On the first of October 2020 I have written the blog post “Install Python 3.8 on a Raspberry Pi“. That article about how to install Python 3.8 on a Raspberry Pi got a lot of attention. A lot of people read my article an started using Python 3.8. But now there is Python 3.9 so I thought why not write an article on how to install Python 3.9 on a Rasperry Pi!

Raspberry PI What?

The Raspberry Pi is a low cost, credit-card sized computer that you can plug into a computer monitor, mouse and keyboard. It is a capable little device that enables people of all ages to explore computing, and to learn how to program in languages like Scratch and Python. The Raspberry runs on linus and has it’s own distro called Raspberry PI OS.

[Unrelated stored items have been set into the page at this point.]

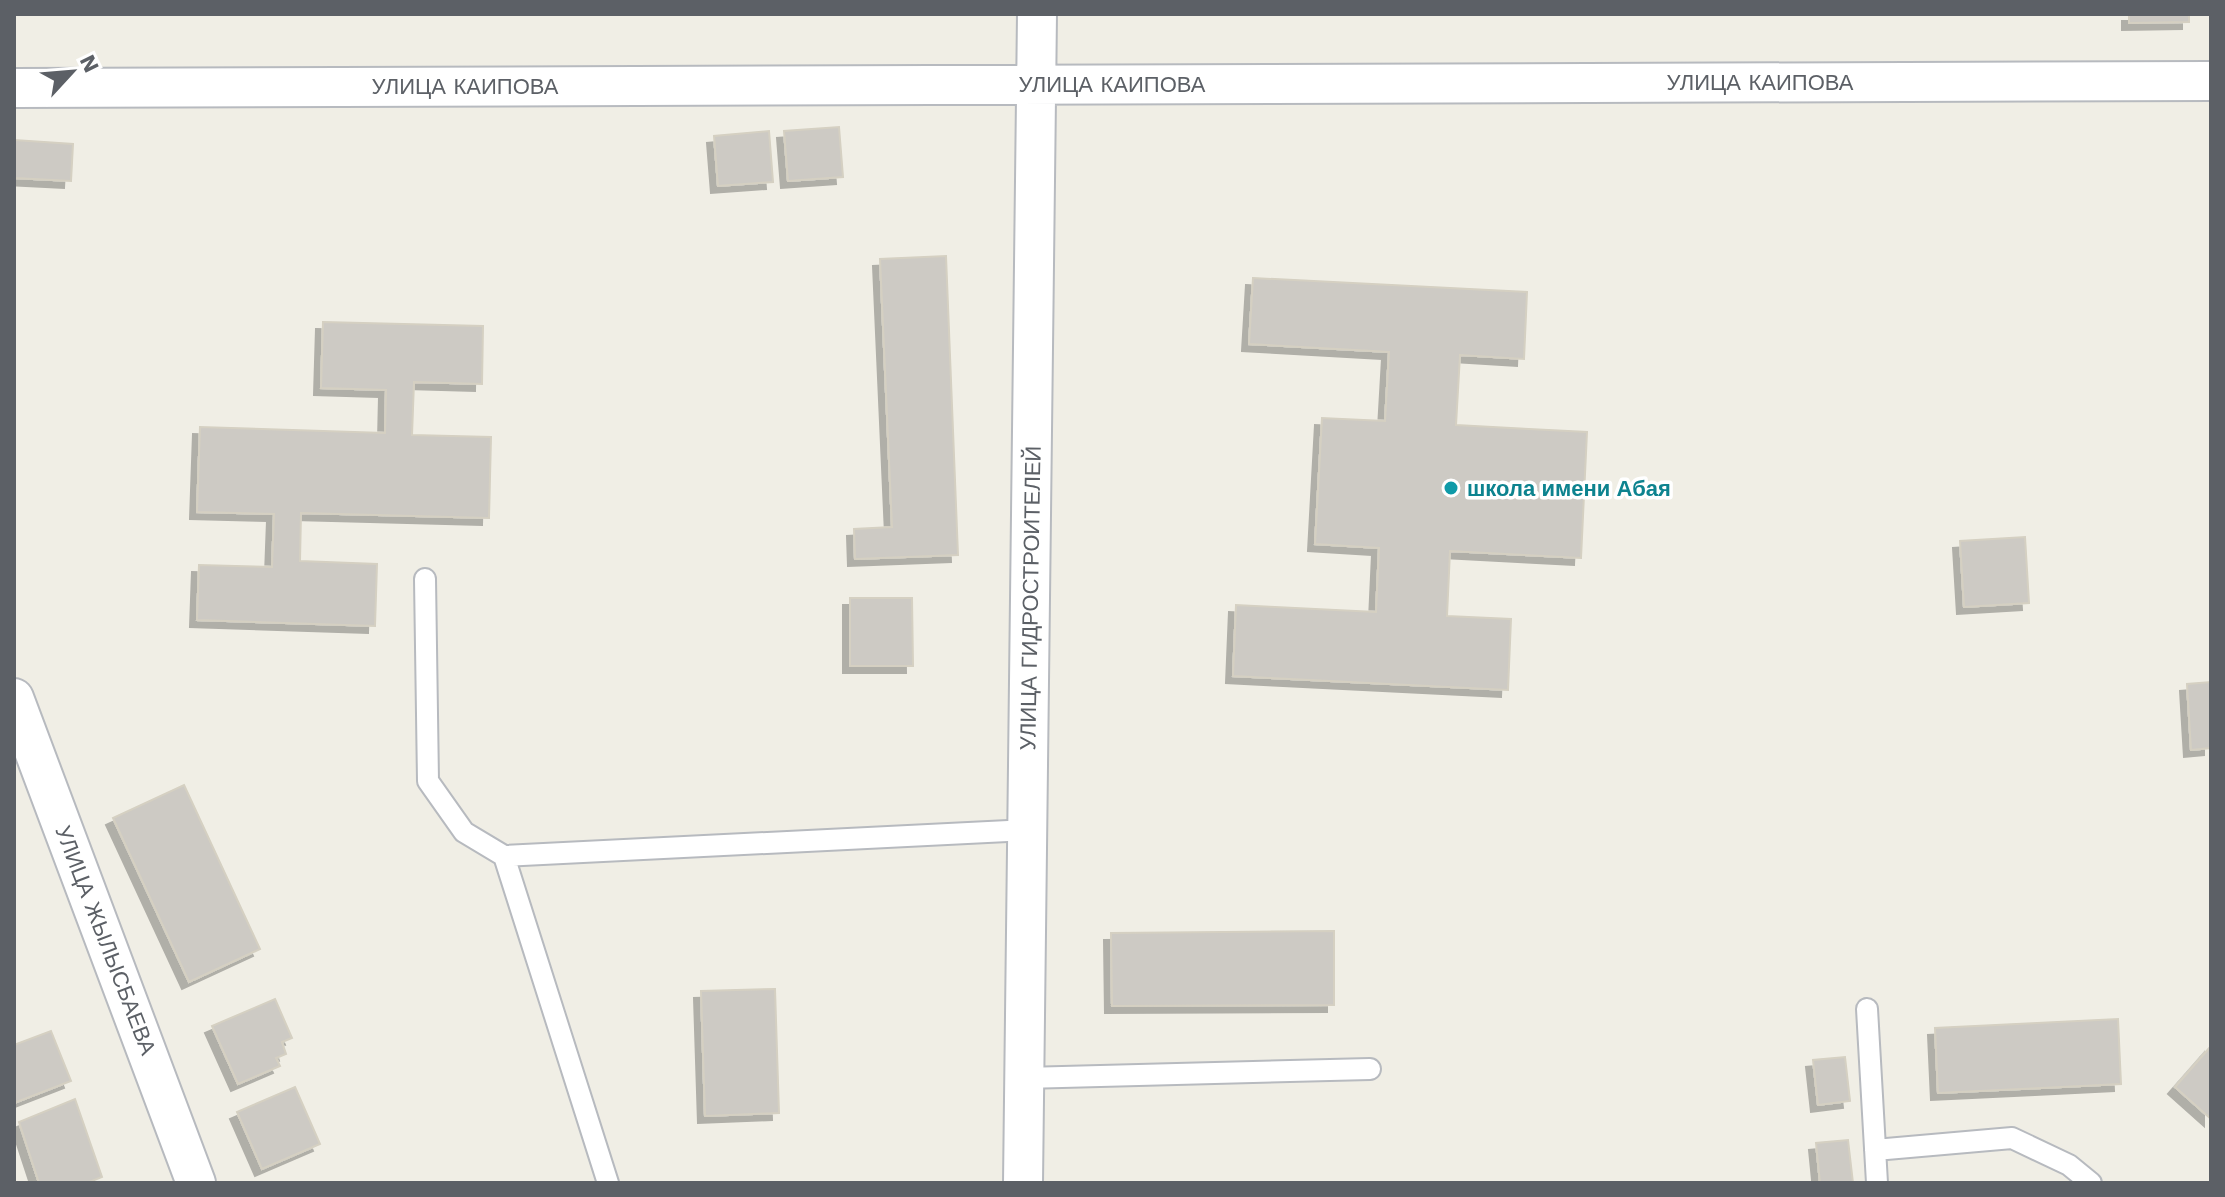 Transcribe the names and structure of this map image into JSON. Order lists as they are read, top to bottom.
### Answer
{
  "streets": {
    "street": ["УЛИЦА КАИПОВА", "УЛИЦА ГИДРОСТРОИТЕЛЕЙ", "УЛИЦА ЖЫЛЫСБАЕВА"]
  },
  "crossings": [
    ["УЛИЦА КАИПОВА", "УЛИЦА ГИДРОСТРОИТЕЛЕЙ"]
  ],
  "places": ["школа имени Абая"],
  "north": "top right"
}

The Raspberry Pi OS is the Foundation’s official supported operating system and comes pre-installed with 2 versions of Python. Last time I checked 2.7.x and 3.5.x. And as you want to develop in Python 3, you need to specify the version of Python you are using each time and that is annoying! So, lets install the 3.9 version and make it your default!

Install Python 3.9 on a Raspberry PI

First make sure you can ssh to your Raspberry Pi. The default SSH user and password on Raspberry Pi OS are:
– login: pi
– password: raspberry

You cannot login to your Raspberry Pi with SSH? Read this!

First install the dependencies needed to build:

sudo apt-get update
sudo apt-get install -y build-essential tk-dev libncurses5-dev libncursesw5-dev libreadline6-dev libdb5.3-dev libgdbm-dev libsqlite3-dev libssl-dev libbz2-dev libexpat1-dev liblzma-dev zlib1g-dev libffi-dev

Updating…. this takes a while, grab a coffee and get me one to!!

Next download the latest python version, untar it and compile it.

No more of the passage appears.